BEGIN The data
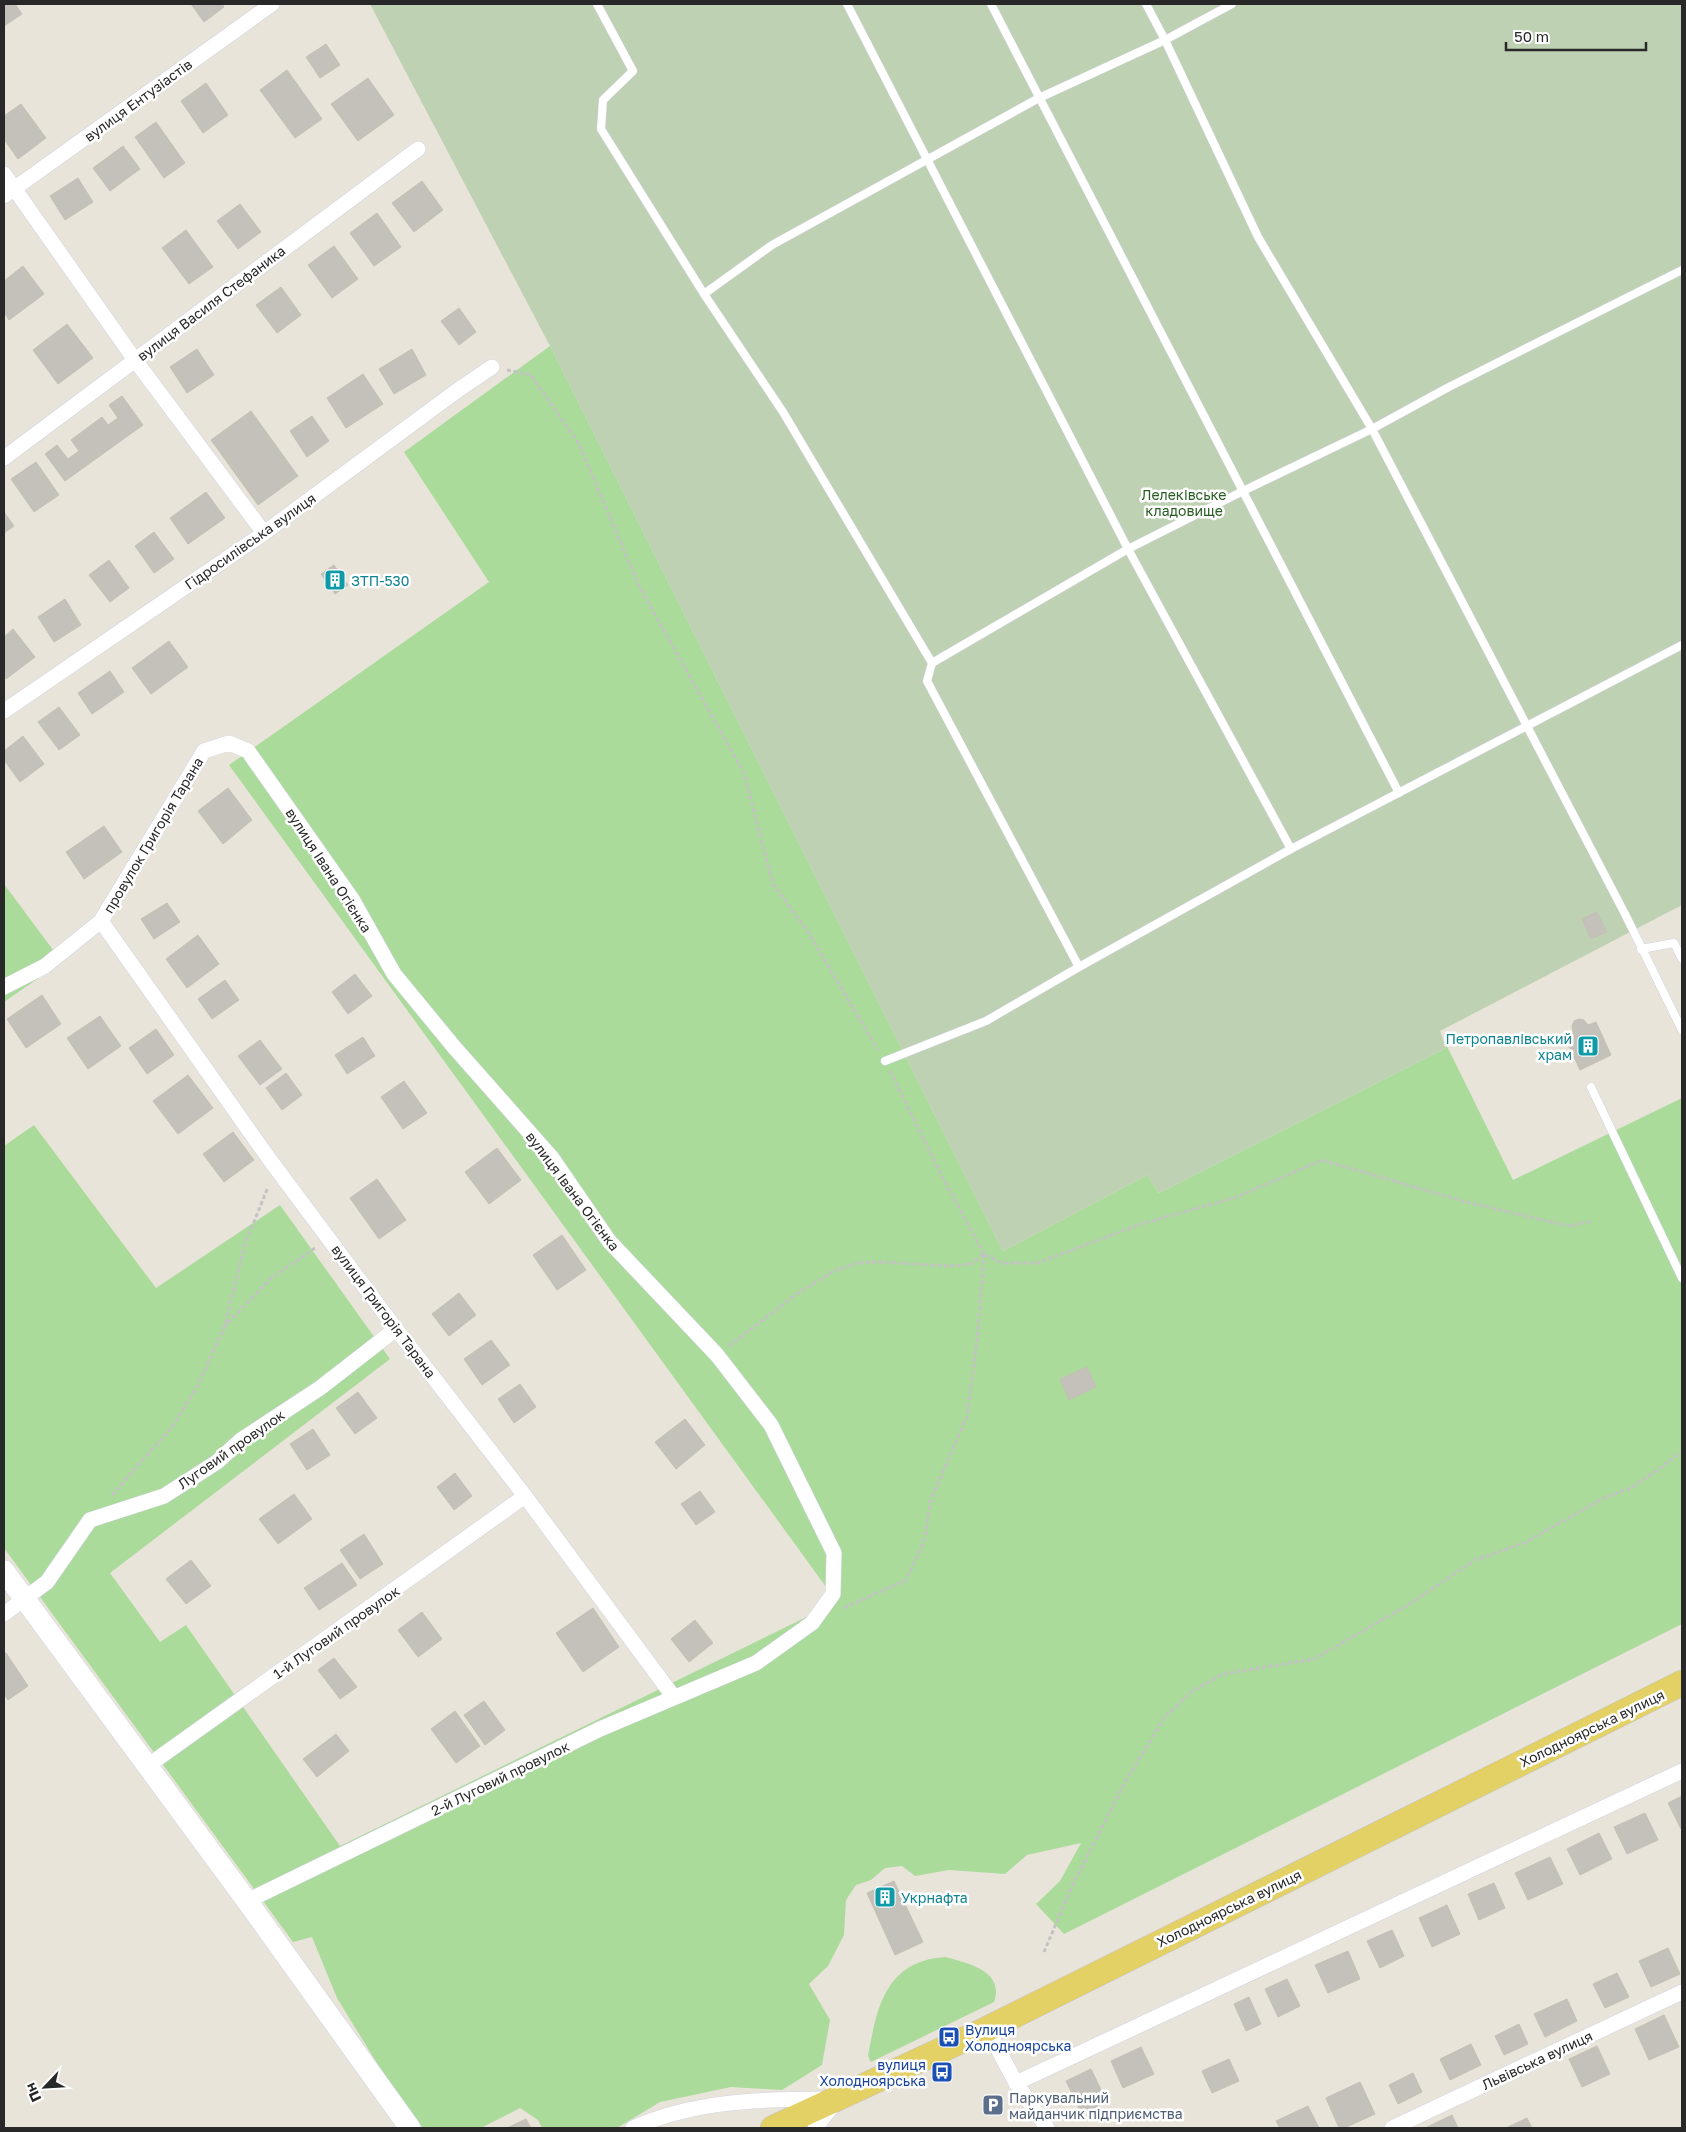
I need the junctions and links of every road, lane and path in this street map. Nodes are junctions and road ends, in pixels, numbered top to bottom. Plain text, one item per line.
1 (272, 4) edge
2 (597, 4) edge
3 (847, 4) edge
4 (991, 4) edge
5 (1146, 4) edge
6 (1232, 4) edge
7 (1165, 40) junction
8 (1039, 98) junction
9 (418, 149) dead end
10 (927, 161) junction
11 (4, 174) edge
12 (9, 192) edge
13 (1682, 270) edge
14 (704, 294) junction
15 (135, 360) junction
16 (492, 367) joint
17 (1372, 429) junction
18 (4, 458) edge
19 (1243, 490) junction
20 (264, 533) junction
21 (1128, 549) junction
22 (1682, 645) edge
23 (932, 663) junction
24 (4, 711) edge
25 (1526, 726) junction
26 (204, 751) joint
27 (1399, 793) junction
28 (1291, 849) junction
29 (101, 921) junction
30 (1641, 949) junction
31 (1682, 959) edge
32 (1079, 967) junction
33 (4, 988) edge
34 (1682, 1029) edge
35 (885, 1061) junction
36 (1590, 1087) dead end
37 (270, 1160) junction
38 (1593, 1221) dead end
39 (329, 1238) junction
40 (984, 1254) junction
41 (1682, 1278) edge
42 (224, 1328) junction
43 (396, 1329) junction
44 (717, 1355) junction
45 (1682, 1452) edge
46 (526, 1496) junction
47 (90, 1520) junction
48 (4, 1571) edge
49 (24, 1599) junction
50 (4, 1614) edge
51 (812, 1623) junction
52 (756, 1663) joint
53 (1682, 1684) edge
54 (673, 1696) junction
55 (146, 1767) junction
56 (1682, 1770) edge
57 (248, 1902) junction
58 (1044, 1952) dead end
59 (1682, 1992) edge
60 (987, 2029) junction
61 (1016, 2083) junction
62 (838, 2099) junction
63 (410, 2128) edge
64 (633, 2128) edge
65 (773, 2128) edge
66 (815, 2128) edge
67 (1047, 2128) edge
68 (1392, 2128) edge

1 - 12 street, вулиця Ентузіастів
2 - 14 lane
3 - 10 lane
4 - 8 lane
5 - 7 lane
6 - 7 lane
7 - 8 lane
7 - 17 lane
8 - 10 lane
8 - 19 lane
9 - 15 street, вулиця Василя Стефаника
10 - 14 lane
10 - 21 lane
11 - 12 street
12 - 15 street
13 - 17 lane
14 - 23 lane
15 - 18 street, вулиця Василя Стефаника
15 - 20 street
16 - 20 street, Гідросилівська вулиця
16 - 35 path
17 - 19 lane
17 - 25 lane
19 - 21 lane
19 - 27 lane
20 - 24 street, Гідросилівська вулиця
21 - 23 lane
21 - 28 lane
22 - 25 lane
23 - 32 lane
25 - 27 lane
25 - 30 lane
26 - 29 street, провулок Григорія Тарана
26 - 44 street, вулиця Івана Огієнка
27 - 28 lane
28 - 32 lane
29 - 33 street, провулок Григорія Тарана
29 - 37 street, вулиця Григорія Тарана
30 - 31 lane
30 - 34 lane
32 - 35 lane
35 - 40 path
36 - 41 lane
37 - 39 street, вулиця Григорія Тарана
37 - 42 path
38 - 40 path
39 - 42 path
39 - 43 street, вулиця Григорія Тарана
40 - 44 path
40 - 51 path
42 - 47 path
43 - 46 street, вулиця Григорія Тарана
43 - 47 street, Луговий провулок
44 - 51 street, вулиця Івана Огієнка
45 - 58 path
46 - 54 street, вулиця Григорія Тарана
46 - 55 street, 1-й Луговий провулок
47 - 49 street
48 - 49 street
49 - 50 street
49 - 55 street
51 - 52 street, вулиця Івана Огієнка
52 - 54 street, 2-й Луговий провулок
53 - 60 main road, Холодноярська вулиця
54 - 57 street, 2-й Луговий провулок
55 - 57 street
56 - 61 street
57 - 63 street
59 - 68 street, Львівська вулиця
60 - 61 street
60 - 62 main road, Холодноярська вулиця
61 - 67 street
62 - 64 street
62 - 65 main road, Холодноярська вулиця
62 - 66 street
END The data
What is needed is an exact copy of the records above, with no pictures in it.

Answer for the task:
I need the junctions and links of every road, lane and path in this street map. Nodes are junctions and road ends, in pixels, numbered top to bottom. Plain text, one item per line.
1 (272, 4) edge
2 (597, 4) edge
3 (847, 4) edge
4 (991, 4) edge
5 (1146, 4) edge
6 (1232, 4) edge
7 (1165, 40) junction
8 (1039, 98) junction
9 (418, 149) dead end
10 (927, 161) junction
11 (4, 174) edge
12 (9, 192) edge
13 (1682, 270) edge
14 (704, 294) junction
15 (135, 360) junction
16 (492, 367) joint
17 (1372, 429) junction
18 (4, 458) edge
19 (1243, 490) junction
20 (264, 533) junction
21 (1128, 549) junction
22 (1682, 645) edge
23 (932, 663) junction
24 (4, 711) edge
25 (1526, 726) junction
26 (204, 751) joint
27 (1399, 793) junction
28 (1291, 849) junction
29 (101, 921) junction
30 (1641, 949) junction
31 (1682, 959) edge
32 (1079, 967) junction
33 (4, 988) edge
34 (1682, 1029) edge
35 (885, 1061) junction
36 (1590, 1087) dead end
37 (270, 1160) junction
38 (1593, 1221) dead end
39 (329, 1238) junction
40 (984, 1254) junction
41 (1682, 1278) edge
42 (224, 1328) junction
43 (396, 1329) junction
44 (717, 1355) junction
45 (1682, 1452) edge
46 (526, 1496) junction
47 (90, 1520) junction
48 (4, 1571) edge
49 (24, 1599) junction
50 (4, 1614) edge
51 (812, 1623) junction
52 (756, 1663) joint
53 (1682, 1684) edge
54 (673, 1696) junction
55 (146, 1767) junction
56 (1682, 1770) edge
57 (248, 1902) junction
58 (1044, 1952) dead end
59 (1682, 1992) edge
60 (987, 2029) junction
61 (1016, 2083) junction
62 (838, 2099) junction
63 (410, 2128) edge
64 (633, 2128) edge
65 (773, 2128) edge
66 (815, 2128) edge
67 (1047, 2128) edge
68 (1392, 2128) edge

1 - 12 street, вулиця Ентузіастів
2 - 14 lane
3 - 10 lane
4 - 8 lane
5 - 7 lane
6 - 7 lane
7 - 8 lane
7 - 17 lane
8 - 10 lane
8 - 19 lane
9 - 15 street, вулиця Василя Стефаника
10 - 14 lane
10 - 21 lane
11 - 12 street
12 - 15 street
13 - 17 lane
14 - 23 lane
15 - 18 street, вулиця Василя Стефаника
15 - 20 street
16 - 20 street, Гідросилівська вулиця
16 - 35 path
17 - 19 lane
17 - 25 lane
19 - 21 lane
19 - 27 lane
20 - 24 street, Гідросилівська вулиця
21 - 23 lane
21 - 28 lane
22 - 25 lane
23 - 32 lane
25 - 27 lane
25 - 30 lane
26 - 29 street, провулок Григорія Тарана
26 - 44 street, вулиця Івана Огієнка
27 - 28 lane
28 - 32 lane
29 - 33 street, провулок Григорія Тарана
29 - 37 street, вулиця Григорія Тарана
30 - 31 lane
30 - 34 lane
32 - 35 lane
35 - 40 path
36 - 41 lane
37 - 39 street, вулиця Григорія Тарана
37 - 42 path
38 - 40 path
39 - 42 path
39 - 43 street, вулиця Григорія Тарана
40 - 44 path
40 - 51 path
42 - 47 path
43 - 46 street, вулиця Григорія Тарана
43 - 47 street, Луговий провулок
44 - 51 street, вулиця Івана Огієнка
45 - 58 path
46 - 54 street, вулиця Григорія Тарана
46 - 55 street, 1-й Луговий провулок
47 - 49 street
48 - 49 street
49 - 50 street
49 - 55 street
51 - 52 street, вулиця Івана Огієнка
52 - 54 street, 2-й Луговий провулок
53 - 60 main road, Холодноярська вулиця
54 - 57 street, 2-й Луговий провулок
55 - 57 street
56 - 61 street
57 - 63 street
59 - 68 street, Львівська вулиця
60 - 61 street
60 - 62 main road, Холодноярська вулиця
61 - 67 street
62 - 64 street
62 - 65 main road, Холодноярська вулиця
62 - 66 street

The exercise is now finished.